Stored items
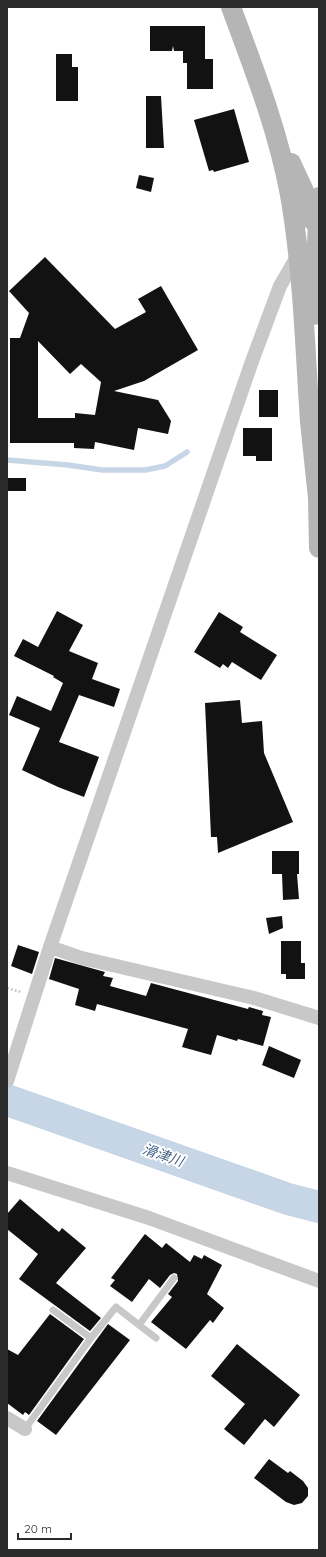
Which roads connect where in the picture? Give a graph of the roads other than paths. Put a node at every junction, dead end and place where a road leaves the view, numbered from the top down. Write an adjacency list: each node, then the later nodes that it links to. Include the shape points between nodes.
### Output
1 (231, 7): 2 (street)
2 (276, 131): 4 (street, via 304,191); 5 (street, via 290,195)
3 (319, 198): 4 (street)
4 (318, 237): 6 (street)
5 (298, 254): 6 (street); 9 (street, via 280,286 251,364)
6 (310, 422): 7 (street)
7 (319, 494): 8 (street)
8 (319, 548)
9 (50, 947): 10 (street, via 82,958 254,998); 11 (street)
10 (319, 1018)
11 (7, 1081)
12 (7, 1174): 14 (street, via 149,1218)
13 (174, 1278): 16 (lane)
14 (319, 1281)
15 (53, 1310): 17 (lane)
16 (139, 1325): 17 (lane, via 116,1307); 18 (lane)
17 (91, 1338): 20 (lane)
18 (156, 1338)
19 (7, 1418): 20 (street)
20 (25, 1429)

▶ **Work item**
Leave out the pictures and set down all of the data exactly.

▶ **Written solution**
Which roads connect where in the picture? Give a graph of the roads other than paths. Put a node at every junction, dead end and place where a road leaves the view, numbered from the top down. Write an adjacency list: each node, then the later nodes that it links to. Include the shape points between nodes.
### Output
1 (231, 7): 2 (street)
2 (276, 131): 4 (street, via 304,191); 5 (street, via 290,195)
3 (319, 198): 4 (street)
4 (318, 237): 6 (street)
5 (298, 254): 6 (street); 9 (street, via 280,286 251,364)
6 (310, 422): 7 (street)
7 (319, 494): 8 (street)
8 (319, 548)
9 (50, 947): 10 (street, via 82,958 254,998); 11 (street)
10 (319, 1018)
11 (7, 1081)
12 (7, 1174): 14 (street, via 149,1218)
13 (174, 1278): 16 (lane)
14 (319, 1281)
15 (53, 1310): 17 (lane)
16 (139, 1325): 17 (lane, via 116,1307); 18 (lane)
17 (91, 1338): 20 (lane)
18 (156, 1338)
19 (7, 1418): 20 (street)
20 (25, 1429)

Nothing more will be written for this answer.